You should look for villas, Springs, Jumeirah Islands, Palm Jumeirah, etc.... The apartments in Dubai Investment Park that I saw had a communal area for kids. Most areas with apartments aren't quite family friendly if you don't want Downtown Dubai, Marina and such.


----------



## de Mexicaan (Apr 16, 2012)

I live in JBR. If you check Murjan the traffic is not too bad. Noisy it is yes. The plaza level is nice for children because no cars. I think 100k (i suppose per year) for a 2 BR is still feasible.


----------



## Moe78 (Oct 29, 2010)

Mirdiff perhaps or AlQusais are more family oriented with less bachelors and quiet neighborhoods


----------



## DPatel (Mar 21, 2013)

Jeez....I meanth 100,000 AED per year


----------



## dizzyizzy (Mar 30, 2008)

The Greens. Nice area, very family friendly, just across SZR from Knowledge Village, and within your budget.


----------



## msbettyboopdxb (Mar 22, 2009)

Dubai investment park. Nice schools, quiet area, 30 mins drive to knowledge village. Probably less time if you drive like you just don't care. Lol.


----------



## DPatel (Mar 21, 2013)

Thanks. Does anyone live in the Greens? How is it living there?


----------



## dizzyizzy (Mar 30, 2008)

I do. Love it here. I don't have kids but is very quiet, family oriented, lovely green areas for kids to run and play, and surprisingly civilized, drivers even give way to pedestrians and mums with push chairs! JLT is also ok but there are less green areas and traffic at the back sucks.


----------



## de Mexicaan (Apr 16, 2012)

dizzyizzy said:


> I do. Love it here. I don't have kids but is very quiet, family oriented, lovely green areas for kids to run and play, and surprisingly civilized, drivers even give way to pedestrians and mums with push chairs! JLT is also ok but there are less green areas and traffic at the back sucks.
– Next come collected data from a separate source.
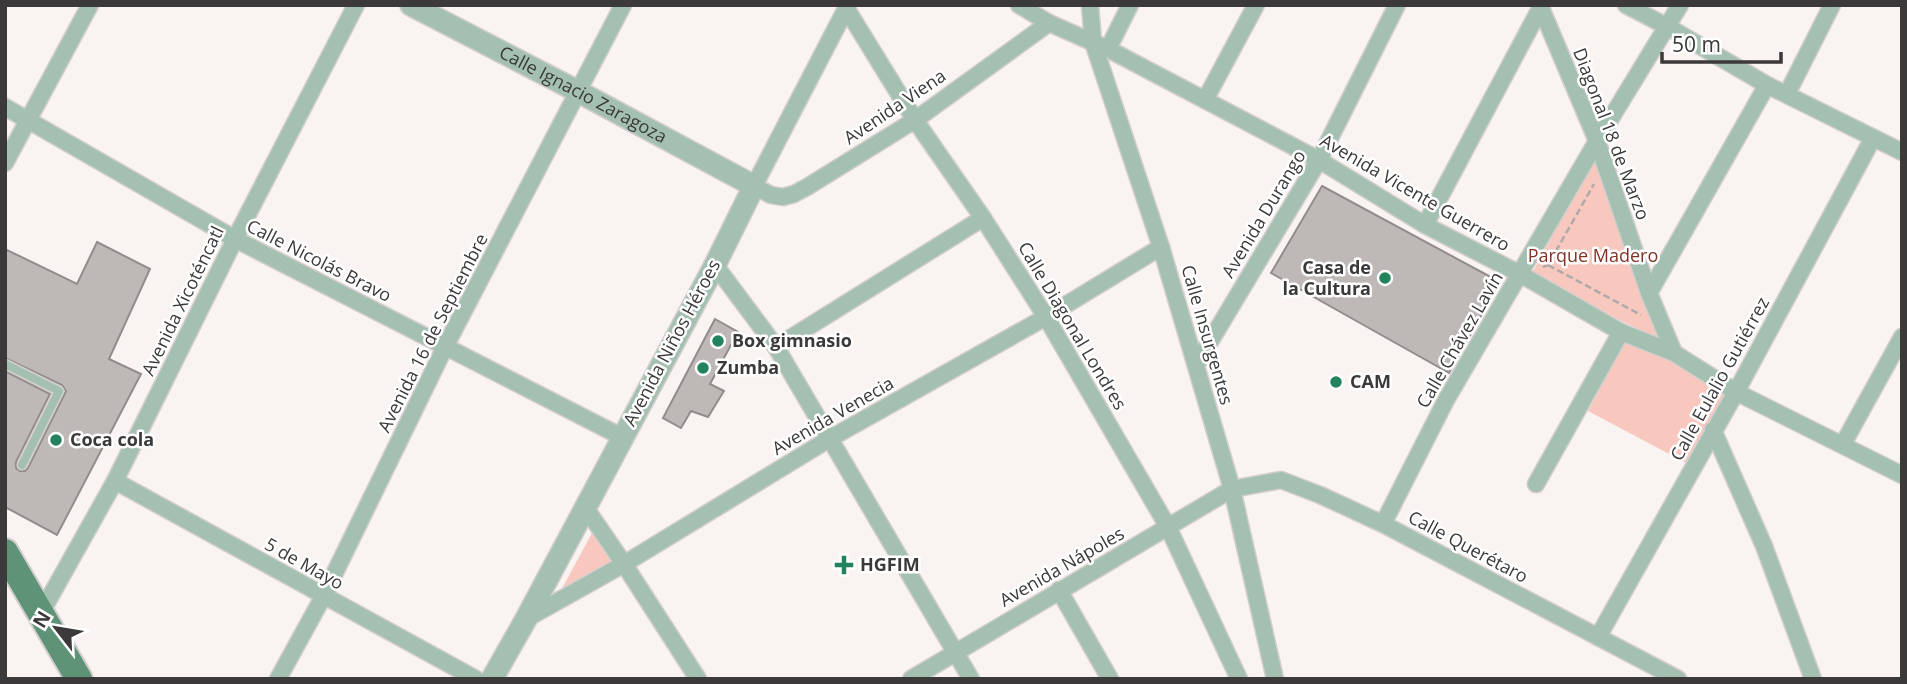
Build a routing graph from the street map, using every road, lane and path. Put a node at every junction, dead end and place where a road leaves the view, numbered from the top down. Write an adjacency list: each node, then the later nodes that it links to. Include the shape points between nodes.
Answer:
1 (90, 5): 23 (street)
2 (356, 5): 34 (street, Avenida Xicoténcatl)
3 (411, 5): 19 (street, Calle Ignacio Zaragoza)
4 (623, 5): 19 (street, Avenida 16 de Septiembre)
5 (1019, 5): 15 (street, Avenida Vicente Guerrero)
6 (1090, 5): 17 (street, Calle Insurgentes)
7 (1130, 5): 17 (street)
8 (1256, 5): 21 (street)
9 (1397, 5): 28 (street, Avenida Durango)
10 (1626, 5): 16 (street)
11 (1680, 5): 16 (street, Calle Chávez Lavín)
12 (1832, 5): 20 (street)
13 (847, 6): 24 (street, Calle Diagonal Londres); 31 (street, Avenida Niños Héroes)
14 (1541, 7): 26 (street, Diagonal 18 de Marzo); 33 (street)
15 (1049, 23): 17 (street, Avenida Vicente Guerrero); 24 (street, Avenida Viena)
16 (1668, 27): 18 (street); 26 (street, Calle Chávez Lavín)
17 (1101, 45): 21 (street, Avenida Vicente Guerrero); 35 (street, Calle Insurgentes)
18 (1767, 85): 20 (street); 38 (street)
19 (579, 92): 31 (street, Calle Ignacio Zaragoza); 42 (street, Avenida 16 de Septiembre)
20 (1787, 94): 25 (street)
21 (1205, 100): 28 (street, Avenida Vicente Guerrero)
22 (5, 107): 23 (street, Calle Nicolás Bravo)
23 (29, 119): 29 (street); 34 (street, Calle Nicolás Bravo)
24 (915, 120): 31 (street, Avenida Viena, via 794,194 771,195); 32 (street, Calle Diagonal Londres)
25 (1873, 138): 27 (street); 47 (street, Calle Eulalio Gutiérrez)
26 (1597, 141): 37 (street, Calle Chávez Lavín); 38 (street, Diagonal 18 de Marzo)
27 (1900, 148)
28 (1319, 160): 33 (street, Avenida Vicente Guerrero); 46 (street, Avenida Durango)
29 (5, 163)
30 (1595, 181): 38 (path, via 1548,265 1641,315)
31 (754, 186): 36 (street, Avenida Niños Héroes)
32 (983, 218): 39 (street, Calle Diagonal Londres); 43 (street)
33 (1425, 225): 37 (street, Avenida Vicente Guerrero)
34 (235, 239): 42 (street, Calle Nicolás Bravo); 54 (street, Avenida Xicoténcatl)
35 (1161, 247): 39 (street, Avenida Venecia); 46 (street, Calle Insurgentes)
36 (715, 265): 43 (street); 49 (street, Avenida Niños Héroes)
37 (1520, 274): 40 (street, Avenida Vicente Guerrero); 58 (street, Calle Chávez Lavín, via 1446,400)
38 (1643, 297): 44 (street, Diagonal 18 de Marzo)
39 (1046, 317): 50 (street, Avenida Venecia); 59 (street, Calle Diagonal Londres)
40 (1621, 332): 44 (street, Avenida Vicente Guerrero); 55 (street)
41 (1902, 337): 51 (street)
42 (445, 347): 49 (street, Calle Nicolás Bravo); 63 (street, Avenida 16 de Septiembre)
43 (776, 347): 50 (street)
44 (1674, 353): 47 (street, Avenida Vicente Guerrero)
45 (5, 364): 52 (lane, via 59,391)
46 (1196, 365): 56 (street, Calle Insurgentes)
47 (1736, 392): 48 (street, Calle Eulalio Gutiérrez); 51 (street, Avenida Vicente Guerrero)
48 (1713, 430): 66 (street, Calle Eulalio Gutiérrez); 79 (street, via 1764,546)
49 (622, 437): 57 (street, Avenida Niños Héroes)
50 (829, 439): 61 (street, Avenida Venecia); 67 (street)
51 (1843, 444): 53 (street, Avenida Vicente Guerrero)
52 (22, 465)
53 (1902, 475)
54 (115, 481): 63 (street, 5 de Mayo); 64 (street, Avenida Xicoténcatl)
55 (1536, 484)
56 (1232, 489): 58 (street, Calle Querétaro, via 1281,480); 59 (street, Avenida Nápoles); 77 (street, Calle Insurgentes)
57 (585, 507): 61 (street); 65 (street, Avenida Niños Héroes)
58 (1383, 524): 66 (street, Calle Querétaro)
59 (1168, 527): 62 (street, Avenida Nápoles); 76 (street, Calle Diagonal Londres)
60 (5, 552): 64 (main road)
61 (624, 564): 65 (street, Avenida Venecia); 72 (street)
62 (1059, 590): 67 (street, Avenida Nápoles); 75 (street)
63 (323, 597): 69 (street, Avenida 16 de Septiembre); 70 (street, 5 de Mayo)
64 (41, 613): 68 (main road)
65 (526, 619): 71 (street, Avenida Niños Héroes)
66 (1598, 637): 78 (street, Calle Querétaro)
67 (955, 652): 73 (street, Avenida Nápoles); 74 (street)
68 (79, 679)
69 (278, 679)
70 (476, 679)
71 (492, 679)
72 (698, 679)
73 (911, 679)
74 (971, 679)
75 (1110, 679)
76 (1239, 679)
77 (1275, 679)
78 (1678, 679)
79 (1813, 679)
I read recently they are creating a park in JLT, so perhaps the green situation will improve.


----------



## dizzyizzy (Mar 30, 2008)

de Mexicaan said:


> I read recently they are creating a park in JLT, so perhaps the green situation will improve.


I agree, I think once that park is finished (inshallah...) is going to be really nice.


----------



## DPatel (Mar 21, 2013)

Thanks! I am leaning towards the Greens more. 
JLT is OK but the whole road system seems a bit of a mess there.


----------



## safee (Aug 4, 2011)

DPatel said:


> Thanks. Does anyone live in the Greens? How is it living there?


I live in the Views which is the new greens with the towers by the side of the lakes. I have a toddler and she absolutely loves it and so do I. Lots of green area for kids to play and they can feed the fish/birds everyday. Very family friendly area.


----------



## rsinner (Feb 3, 2009)

DPatel said:


> Thanks! I am leaning towards the Greens more.
> JLT is OK but the whole road system seems a bit of a mess there.


Greens is great for kids as well. Used to live there till I moved to AD.
However, given the way the rents are moving up, you might find that you would have to stretch your budget beyond 100K for a 2-bed.


----------